A Japanese parliamentary panel on Wednesday urged the United States to keep North Korea on a list of state sponsors of terrorism, warning that removing it would damage the bilateral alliance.

Japan is pressing for North Korea to do more about the communist regime’s kidnappings of Japanese civilians in the 1970s and 1980s to train its spies.

The US has agreed in principle to take North Korea off its blacklist in exchange for progress in nuclear disarmament.

“We are concerned that this would disappoint many Japanese people and seriously affect the Japan-US alliance,” said a resolution passed by a special panel on the abduction issue of Japan’s lower house of parliament.

The measure enjoyed support in the divided parliament from the ruling coalition and all opposition groups except the Japanese Communist Party, which argued that the resolution would set back North Korea’s denuclearisation.
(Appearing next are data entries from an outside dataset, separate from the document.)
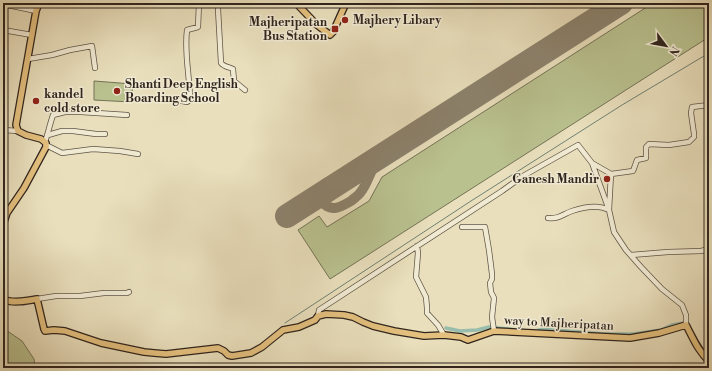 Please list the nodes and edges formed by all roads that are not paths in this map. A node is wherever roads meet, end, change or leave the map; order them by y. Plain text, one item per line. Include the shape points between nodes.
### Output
1 (39, 3) edge
2 (199, 3) edge
3 (219, 3) edge
4 (288, 3) edge
5 (346, 3) edge
6 (3, 4) edge
7 (36, 11) junction
8 (3, 30) edge
9 (32, 35) junction
10 (28, 59) junction
11 (95, 68) dead end
12 (246, 90) dead end
13 (177, 100) dead end
14 (709, 105) edge
15 (127, 115) dead end
16 (3, 130) edge
17 (18, 132) junction
18 (105, 134) dead end
19 (48, 135) junction
20 (46, 144) junction
21 (138, 154) dead end
22 (592, 164) junction
23 (611, 174) junction
24 (609, 210) junction
25 (548, 218) dead end
26 (3, 225) edge
27 (462, 227) dead end
28 (417, 246) junction
29 (709, 249) edge
30 (631, 255) junction
31 (129, 292) dead end
32 (3, 299) edge
33 (37, 300) junction
34 (318, 316) junction
35 (686, 325) junction
36 (494, 331) junction
37 (444, 335) junction
38 (709, 361) edge

1 - 7 main road
2 - 13 street via 198,27 188,30 186,40 190,100
3 - 12 street via 221,64 234,69 234,81
4 - 5 main road via 297,4 330,35 334,32
6 - 7 street
7 - 9 main road
8 - 9 street
9 - 10 main road
10 - 11 street via 92,46
10 - 17 main road via 16,125
14 - 23 street via 692,107 694,137 689,142 649,144 646,146 646,158 637,160 633,171
15 - 19 street via 66,112 53,115
16 - 17 street
17 - 20 main road via 41,139
18 - 19 street via 62,130
19 - 20 street
20 - 21 street via 62,153 93,149
20 - 26 main road via 45,151 7,213
22 - 23 street
22 - 24 street
22 - 28 street via 578,144 523,176
23 - 24 street
24 - 25 street via 596,206 571,211 559,218
24 - 30 street via 614,232
27 - 36 street via 484,227 492,274 490,283 494,298
28 - 34 street via 319,310
28 - 37 street via 416,276 426,297 427,313
29 - 30 street
30 - 35 street via 662,289 682,305
31 - 33 street via 56,296
32 - 33 main road
33 - 34 main road, way to Majheripatan via 45,331 65,331 101,343 166,354 218,348 232,356 251,353 283,330 299,327
34 - 37 main road, way to Majheripatan via 344,315 394,331 424,336
35 - 36 main road, way to Majheripatan via 630,338
35 - 38 main road via 698,349
36 - 37 main road, way to Majheripatan via 468,340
Prime Minister Yasuo Fukuda raised Japan’s concerns about the terrorism list when he met with President George W. Bush in Washington last month.

North Korea has pushed to be removed from the list, which would make it eligible for US economic assistance and loans from international financial institutions.

Bush and the chief US negotiator on North Korea, Christopher Hill, have said they share Japan’s concerns about the abductions but stopped short of tying the issue to the delisting.

North Korea admitted to the kidnappings in 2002 and returned five abductees and their families.

It says, to Japan’s scepticism, that other victims are dead. The issue rouses deep emotion among the Japanese public, with the abductees’ families travelling across the country and to Washington to rally support.

Japan is part of the six-nation talks that reached a disarmament-for-aid deal with North Korea in February and has refused to fund the agreement without progress on the abduction issue.